GURU DAN NAKES-Camat Bukit Santuai Pungkap Ketika melihat aktivitas warganya di Desa Tumbang Penyahuan Kecamatan Bukit Santuai (IST)
SAMPIT/TABENGAN.CO.ID-Berada di kawasan pelosok, Pemerintahan Kecamatan Bukit Santuai Kabupaten Kotawaringin Timur (Kotim), terus memperjuangkan usulan terkait kebutuhan tenaga pendidik dan tenaga kesehatan di wilayah itu.
Camat Bukit Santuai Pungkal mengatakan, hingga saat ini pihaknya terus mengusulkan permintaan kepada Pemerintah agar segera mengabulkan permintaan terkait kebutuhan tenaga guru dan kesehatan yang dapat standby di lokasi tersebut.
“Dari tahun ke tahun yang pasti dalam musyawarah perencanaan pembangunan (musrenbang) selalu kita usulkan hal ini. Dengan harapan bisa segera terpenuhi sehingga warga disini juga mendapat pelayanan yang sama seperti di wilayah lainnya,” ujarnya, Selasa (20/9/2022).
Menurutnya, hingga saat ini Bukit Santuai selalu kekurangan tenaga guru, karena beberapa tenaga guru yang berstatus PNS dan sebelumnya ditugaskan di wilayah itu meminta pindah dari lokasi. Beberapa beralasan karena ingin mengikuti suami dan beberapa lain beralasan tidak betah bertugas di pelosok. Sehingga para tenaga pendidik yang bertugas di Bukit Santuai hanyalah guru yang berstatus tenaga honorer dengan jumlah yang minim.

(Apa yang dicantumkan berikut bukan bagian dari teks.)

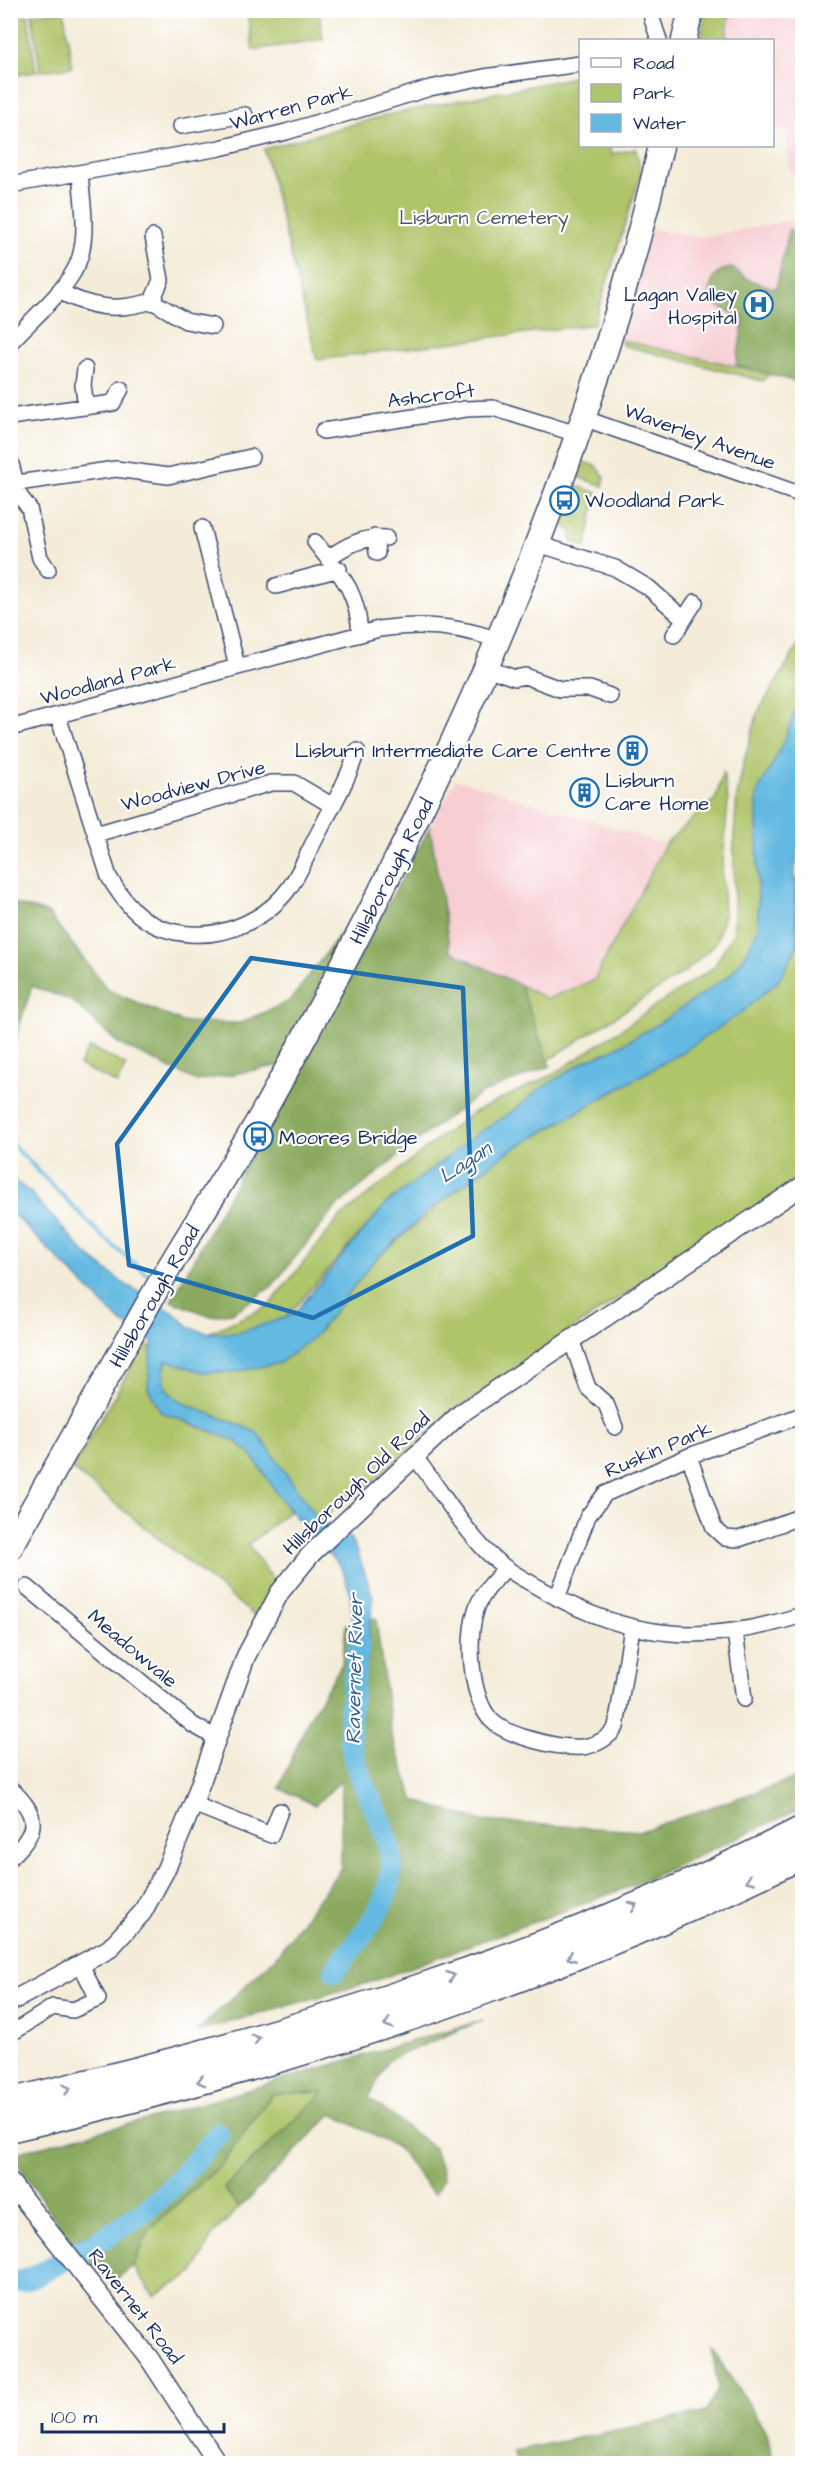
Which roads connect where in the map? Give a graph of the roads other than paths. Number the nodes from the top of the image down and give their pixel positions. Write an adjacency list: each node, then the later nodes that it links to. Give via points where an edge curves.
1 (652, 10): 3 (street)
2 (691, 10): 4 (highway)
3 (659, 39)
4 (684, 39)
5 (579, 64): 10 (street, Warren Park, via 430,88)
6 (245, 115): 7 (street)
7 (215, 120): 8 (street); 10 (street)
8 (181, 126)
9 (661, 147): 22 (highway, Hillsborough Road)
10 (220, 148): 11 (street, Warren Park)
11 (80, 173): 12 (street, Warren Park); 14 (street, via 80,257)
12 (10, 185)
13 (153, 237): 15 (street, via 161,280)
14 (59, 291): 15 (street, via 83,304 117,309); 17 (street)
15 (152, 301): 16 (street, via 186,321)
16 (213, 326)
17 (10, 344)
18 (85, 369): 20 (street)
19 (121, 389): 20 (street, via 113,403)
20 (86, 407): 21 (street)
21 (10, 417)
22 (580, 426): 23 (street, Ashcroft, via 493,408); 27 (street, Waverley Avenue); 31 (highway, Hillsborough Road)
23 (323, 431)
24 (251, 457): 26 (street, via 168,476 116,469)
25 (10, 460): 26 (street)
26 (12, 483): 33 (street, via 28,508 40,558)
27 (802, 495)
28 (202, 528): 40 (street)
29 (315, 542): 32 (street)
30 (379, 542): 32 (street, via 342,548)
31 (538, 544): 36 (street, via 615,568 649,588); 39 (highway, Hillsborough Road)
32 (334, 564): 34 (street); 37 (street, via 351,590)
33 (48, 570)
34 (276, 586)
35 (695, 602): 36 (street)
36 (684, 619): 38 (street)
37 (360, 633): 39 (street, Woodland Park, via 416,626 468,631); 40 (street, Woodland Park)
38 (674, 635)
39 (498, 640): 41 (highway, Hillsborough Road)
40 (237, 666): 43 (street, Woodland Park)
41 (486, 668): 42 (street, via 560,689 590,689); 55 (highway, Hillsborough Road, via 426,803 362,930 263,1112 168,1269)
42 (610, 696)
43 (58, 716): 44 (street, Woodland Park); 47 (street)
44 (10, 728)
45 (357, 751): 46 (street)
46 (333, 806): 47 (street, Woodview Drive, via 294,783 271,783); 47 (street, via 289,887 273,905 252,921 231,930 197,935 169,933 136,914 109,877)
47 (96, 834)
48 (802, 1186): 49 (street, Hillsborough Old Road)
49 (571, 1339): 51 (street, via 588,1388 606,1404); 52 (street, Hillsborough Old Road, via 460,1414)
50 (802, 1414): 53 (street, Ruskin Park)
51 (615, 1427)
52 (414, 1456): 56 (street, via 484,1549); 63 (street, Hillsborough Old Road, via 311,1554 280,1592 238,1675)
53 (689, 1456): 54 (street, via 714,1528 725,1538 740,1539); 58 (street, Ruskin Park, via 605,1494 588,1516)
54 (802, 1516)
55 (10, 1548)
56 (505, 1569): 58 (street); 60 (street, via 483,1594 476,1609 472,1665 480,1704 505,1732 582,1747 610,1735 616,1726)
57 (27, 1587): 63 (street, Meadowvale, via 193,1725)
58 (557, 1598): 60 (street, via 594,1617)
59 (802, 1616): 61 (street)
60 (632, 1628): 61 (street, via 688,1636)
61 (735, 1632): 62 (street)
62 (744, 1699)
63 (215, 1737): 65 (street, Hillsborough Old Road)
64 (10, 1788): 69 (street, via 23,1799 33,1820 29,1841)
65 (194, 1804): 66 (street, via 271,1835); 70 (street, Hillsborough Old Road, via 142,1913 108,1949)
66 (280, 1811)
67 (802, 1830): 73 (highway, one-way to 67, via 384,1999 591,1924)
68 (802, 1855): 73 (highway, one-way to 73, via 667,1917 400,2020 219,2077)
69 (10, 1858)
70 (81, 1965): 71 (street, Hillsborough Old Road); 72 (street, via 98,1999 73,2010 53,2007)
71 (13, 1997)
72 (12, 2033)
73 (12, 2119)
74 (10, 2182): 75 (street, Ravernet Road, via 148,2358)
75 (218, 2463)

“Hal ini juga berlaku untuk tenaga kesehatan disini. Untuk itu padahal kami sangat membutuhkan keberadaan mereka,”harapnya.
Ia berharap, kedepan permintaan dan usulan tersebut dapat segera terealisasi. Sehingga terjadi pemerataan tenaga pendidik dan kesehatan untuk wilayah di pedalaman. (C-May)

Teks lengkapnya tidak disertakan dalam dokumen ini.